══ Input data

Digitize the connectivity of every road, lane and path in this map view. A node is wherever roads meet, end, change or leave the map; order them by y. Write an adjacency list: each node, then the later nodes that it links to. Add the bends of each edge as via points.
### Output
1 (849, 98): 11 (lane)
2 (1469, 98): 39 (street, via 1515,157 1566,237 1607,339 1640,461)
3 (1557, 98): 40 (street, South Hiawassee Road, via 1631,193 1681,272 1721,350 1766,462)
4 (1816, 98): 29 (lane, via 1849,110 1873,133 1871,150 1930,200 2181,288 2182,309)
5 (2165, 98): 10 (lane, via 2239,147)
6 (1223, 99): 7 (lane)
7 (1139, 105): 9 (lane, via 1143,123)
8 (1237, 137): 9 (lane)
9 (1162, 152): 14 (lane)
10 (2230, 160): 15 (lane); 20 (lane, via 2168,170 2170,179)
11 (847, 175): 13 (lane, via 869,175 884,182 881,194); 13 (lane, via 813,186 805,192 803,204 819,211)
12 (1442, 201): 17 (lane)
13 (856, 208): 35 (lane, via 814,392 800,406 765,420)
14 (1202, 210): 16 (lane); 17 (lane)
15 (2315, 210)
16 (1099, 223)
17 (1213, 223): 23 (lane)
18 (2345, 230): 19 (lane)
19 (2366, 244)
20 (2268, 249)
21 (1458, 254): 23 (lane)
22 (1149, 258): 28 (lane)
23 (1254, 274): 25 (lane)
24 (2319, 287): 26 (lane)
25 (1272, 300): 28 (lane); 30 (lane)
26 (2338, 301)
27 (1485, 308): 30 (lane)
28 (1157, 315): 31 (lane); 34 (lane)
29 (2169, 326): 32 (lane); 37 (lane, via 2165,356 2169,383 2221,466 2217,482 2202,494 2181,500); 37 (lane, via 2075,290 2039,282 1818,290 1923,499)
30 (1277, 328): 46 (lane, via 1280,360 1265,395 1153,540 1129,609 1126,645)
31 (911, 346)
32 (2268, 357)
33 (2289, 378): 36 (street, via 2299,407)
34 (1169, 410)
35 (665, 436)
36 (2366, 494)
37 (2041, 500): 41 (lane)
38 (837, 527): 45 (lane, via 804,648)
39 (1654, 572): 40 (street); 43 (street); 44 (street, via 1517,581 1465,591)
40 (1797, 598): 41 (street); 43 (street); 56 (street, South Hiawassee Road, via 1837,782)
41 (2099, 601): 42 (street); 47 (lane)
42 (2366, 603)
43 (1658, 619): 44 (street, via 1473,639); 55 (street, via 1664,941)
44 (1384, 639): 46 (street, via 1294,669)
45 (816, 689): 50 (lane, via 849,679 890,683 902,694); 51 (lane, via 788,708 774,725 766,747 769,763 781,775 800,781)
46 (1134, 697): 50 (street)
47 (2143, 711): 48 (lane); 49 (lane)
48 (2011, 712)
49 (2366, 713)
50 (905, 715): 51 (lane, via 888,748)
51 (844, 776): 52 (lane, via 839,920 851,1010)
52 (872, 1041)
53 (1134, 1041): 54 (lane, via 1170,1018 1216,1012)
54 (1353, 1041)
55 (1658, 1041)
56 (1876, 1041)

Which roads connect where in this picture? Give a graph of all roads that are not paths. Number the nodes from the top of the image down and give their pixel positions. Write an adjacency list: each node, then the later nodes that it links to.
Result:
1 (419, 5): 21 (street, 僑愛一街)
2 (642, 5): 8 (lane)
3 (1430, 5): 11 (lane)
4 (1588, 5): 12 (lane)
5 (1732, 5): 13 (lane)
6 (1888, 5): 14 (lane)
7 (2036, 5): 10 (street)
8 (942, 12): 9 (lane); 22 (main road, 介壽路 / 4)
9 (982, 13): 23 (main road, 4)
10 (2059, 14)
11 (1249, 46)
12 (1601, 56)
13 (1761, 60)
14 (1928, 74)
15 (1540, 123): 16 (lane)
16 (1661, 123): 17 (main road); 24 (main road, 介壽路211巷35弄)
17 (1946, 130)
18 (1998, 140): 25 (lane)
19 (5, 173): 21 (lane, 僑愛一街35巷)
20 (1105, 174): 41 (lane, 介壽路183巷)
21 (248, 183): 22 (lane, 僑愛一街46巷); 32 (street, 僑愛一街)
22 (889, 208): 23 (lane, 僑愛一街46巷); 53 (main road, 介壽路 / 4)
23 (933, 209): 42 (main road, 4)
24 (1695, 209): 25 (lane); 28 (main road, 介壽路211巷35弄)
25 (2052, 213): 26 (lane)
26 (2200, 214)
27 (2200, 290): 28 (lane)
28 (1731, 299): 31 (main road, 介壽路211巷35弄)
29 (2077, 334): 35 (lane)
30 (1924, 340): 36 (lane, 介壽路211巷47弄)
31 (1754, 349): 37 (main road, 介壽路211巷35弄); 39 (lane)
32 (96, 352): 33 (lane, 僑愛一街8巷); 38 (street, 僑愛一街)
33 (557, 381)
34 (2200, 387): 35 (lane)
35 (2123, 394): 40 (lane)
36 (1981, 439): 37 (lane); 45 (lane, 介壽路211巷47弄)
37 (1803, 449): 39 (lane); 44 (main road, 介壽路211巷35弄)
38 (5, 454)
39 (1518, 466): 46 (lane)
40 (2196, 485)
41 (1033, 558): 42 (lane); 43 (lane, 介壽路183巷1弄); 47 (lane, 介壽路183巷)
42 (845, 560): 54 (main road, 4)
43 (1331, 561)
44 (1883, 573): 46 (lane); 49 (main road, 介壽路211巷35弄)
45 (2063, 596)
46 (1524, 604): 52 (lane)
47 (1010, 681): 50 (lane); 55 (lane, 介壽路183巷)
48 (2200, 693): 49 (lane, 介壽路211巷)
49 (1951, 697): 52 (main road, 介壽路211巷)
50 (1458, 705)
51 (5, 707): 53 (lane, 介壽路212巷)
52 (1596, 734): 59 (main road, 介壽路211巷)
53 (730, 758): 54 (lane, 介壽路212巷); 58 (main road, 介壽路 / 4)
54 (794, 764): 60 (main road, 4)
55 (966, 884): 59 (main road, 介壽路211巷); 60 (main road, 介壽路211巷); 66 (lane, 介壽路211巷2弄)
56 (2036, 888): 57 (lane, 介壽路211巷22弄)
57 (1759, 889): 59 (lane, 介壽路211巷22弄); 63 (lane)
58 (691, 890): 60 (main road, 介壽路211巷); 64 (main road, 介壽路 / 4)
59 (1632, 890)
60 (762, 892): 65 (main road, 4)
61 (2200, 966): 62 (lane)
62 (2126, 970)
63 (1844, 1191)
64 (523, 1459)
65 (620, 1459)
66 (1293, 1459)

════

Repeat all the data, every line exactly.

Digitize the connectivity of every road, lane and path in this map view. A node is wherever roads meet, end, change or leave the map; order them by y. Write an adjacency list: each node, then the later nodes that it links to. Add the bends of each edge as via points.
### Output
1 (849, 98): 11 (lane)
2 (1469, 98): 39 (street, via 1515,157 1566,237 1607,339 1640,461)
3 (1557, 98): 40 (street, South Hiawassee Road, via 1631,193 1681,272 1721,350 1766,462)
4 (1816, 98): 29 (lane, via 1849,110 1873,133 1871,150 1930,200 2181,288 2182,309)
5 (2165, 98): 10 (lane, via 2239,147)
6 (1223, 99): 7 (lane)
7 (1139, 105): 9 (lane, via 1143,123)
8 (1237, 137): 9 (lane)
9 (1162, 152): 14 (lane)
10 (2230, 160): 15 (lane); 20 (lane, via 2168,170 2170,179)
11 (847, 175): 13 (lane, via 869,175 884,182 881,194); 13 (lane, via 813,186 805,192 803,204 819,211)
12 (1442, 201): 17 (lane)
13 (856, 208): 35 (lane, via 814,392 800,406 765,420)
14 (1202, 210): 16 (lane); 17 (lane)
15 (2315, 210)
16 (1099, 223)
17 (1213, 223): 23 (lane)
18 (2345, 230): 19 (lane)
19 (2366, 244)
20 (2268, 249)
21 (1458, 254): 23 (lane)
22 (1149, 258): 28 (lane)
23 (1254, 274): 25 (lane)
24 (2319, 287): 26 (lane)
25 (1272, 300): 28 (lane); 30 (lane)
26 (2338, 301)
27 (1485, 308): 30 (lane)
28 (1157, 315): 31 (lane); 34 (lane)
29 (2169, 326): 32 (lane); 37 (lane, via 2165,356 2169,383 2221,466 2217,482 2202,494 2181,500); 37 (lane, via 2075,290 2039,282 1818,290 1923,499)
30 (1277, 328): 46 (lane, via 1280,360 1265,395 1153,540 1129,609 1126,645)
31 (911, 346)
32 (2268, 357)
33 (2289, 378): 36 (street, via 2299,407)
34 (1169, 410)
35 (665, 436)
36 (2366, 494)
37 (2041, 500): 41 (lane)
38 (837, 527): 45 (lane, via 804,648)
39 (1654, 572): 40 (street); 43 (street); 44 (street, via 1517,581 1465,591)
40 (1797, 598): 41 (street); 43 (street); 56 (street, South Hiawassee Road, via 1837,782)
41 (2099, 601): 42 (street); 47 (lane)
42 (2366, 603)
43 (1658, 619): 44 (street, via 1473,639); 55 (street, via 1664,941)
44 (1384, 639): 46 (street, via 1294,669)
45 (816, 689): 50 (lane, via 849,679 890,683 902,694); 51 (lane, via 788,708 774,725 766,747 769,763 781,775 800,781)
46 (1134, 697): 50 (street)
47 (2143, 711): 48 (lane); 49 (lane)
48 (2011, 712)
49 (2366, 713)
50 (905, 715): 51 (lane, via 888,748)
51 (844, 776): 52 (lane, via 839,920 851,1010)
52 (872, 1041)
53 (1134, 1041): 54 (lane, via 1170,1018 1216,1012)
54 (1353, 1041)
55 (1658, 1041)
56 (1876, 1041)

Which roads connect where in this picture? Give a graph of all roads that are not paths. Number the nodes from the top of the image down and give their pixel positions. Write an adjacency list: each node, then the later nodes that it links to.
Result:
1 (419, 5): 21 (street, 僑愛一街)
2 (642, 5): 8 (lane)
3 (1430, 5): 11 (lane)
4 (1588, 5): 12 (lane)
5 (1732, 5): 13 (lane)
6 (1888, 5): 14 (lane)
7 (2036, 5): 10 (street)
8 (942, 12): 9 (lane); 22 (main road, 介壽路 / 4)
9 (982, 13): 23 (main road, 4)
10 (2059, 14)
11 (1249, 46)
12 (1601, 56)
13 (1761, 60)
14 (1928, 74)
15 (1540, 123): 16 (lane)
16 (1661, 123): 17 (main road); 24 (main road, 介壽路211巷35弄)
17 (1946, 130)
18 (1998, 140): 25 (lane)
19 (5, 173): 21 (lane, 僑愛一街35巷)
20 (1105, 174): 41 (lane, 介壽路183巷)
21 (248, 183): 22 (lane, 僑愛一街46巷); 32 (street, 僑愛一街)
22 (889, 208): 23 (lane, 僑愛一街46巷); 53 (main road, 介壽路 / 4)
23 (933, 209): 42 (main road, 4)
24 (1695, 209): 25 (lane); 28 (main road, 介壽路211巷35弄)
25 (2052, 213): 26 (lane)
26 (2200, 214)
27 (2200, 290): 28 (lane)
28 (1731, 299): 31 (main road, 介壽路211巷35弄)
29 (2077, 334): 35 (lane)
30 (1924, 340): 36 (lane, 介壽路211巷47弄)
31 (1754, 349): 37 (main road, 介壽路211巷35弄); 39 (lane)
32 (96, 352): 33 (lane, 僑愛一街8巷); 38 (street, 僑愛一街)
33 (557, 381)
34 (2200, 387): 35 (lane)
35 (2123, 394): 40 (lane)
36 (1981, 439): 37 (lane); 45 (lane, 介壽路211巷47弄)
37 (1803, 449): 39 (lane); 44 (main road, 介壽路211巷35弄)
38 (5, 454)
39 (1518, 466): 46 (lane)
40 (2196, 485)
41 (1033, 558): 42 (lane); 43 (lane, 介壽路183巷1弄); 47 (lane, 介壽路183巷)
42 (845, 560): 54 (main road, 4)
43 (1331, 561)
44 (1883, 573): 46 (lane); 49 (main road, 介壽路211巷35弄)
45 (2063, 596)
46 (1524, 604): 52 (lane)
47 (1010, 681): 50 (lane); 55 (lane, 介壽路183巷)
48 (2200, 693): 49 (lane, 介壽路211巷)
49 (1951, 697): 52 (main road, 介壽路211巷)
50 (1458, 705)
51 (5, 707): 53 (lane, 介壽路212巷)
52 (1596, 734): 59 (main road, 介壽路211巷)
53 (730, 758): 54 (lane, 介壽路212巷); 58 (main road, 介壽路 / 4)
54 (794, 764): 60 (main road, 4)
55 (966, 884): 59 (main road, 介壽路211巷); 60 (main road, 介壽路211巷); 66 (lane, 介壽路211巷2弄)
56 (2036, 888): 57 (lane, 介壽路211巷22弄)
57 (1759, 889): 59 (lane, 介壽路211巷22弄); 63 (lane)
58 (691, 890): 60 (main road, 介壽路211巷); 64 (main road, 介壽路 / 4)
59 (1632, 890)
60 (762, 892): 65 (main road, 4)
61 (2200, 966): 62 (lane)
62 (2126, 970)
63 (1844, 1191)
64 (523, 1459)
65 (620, 1459)
66 (1293, 1459)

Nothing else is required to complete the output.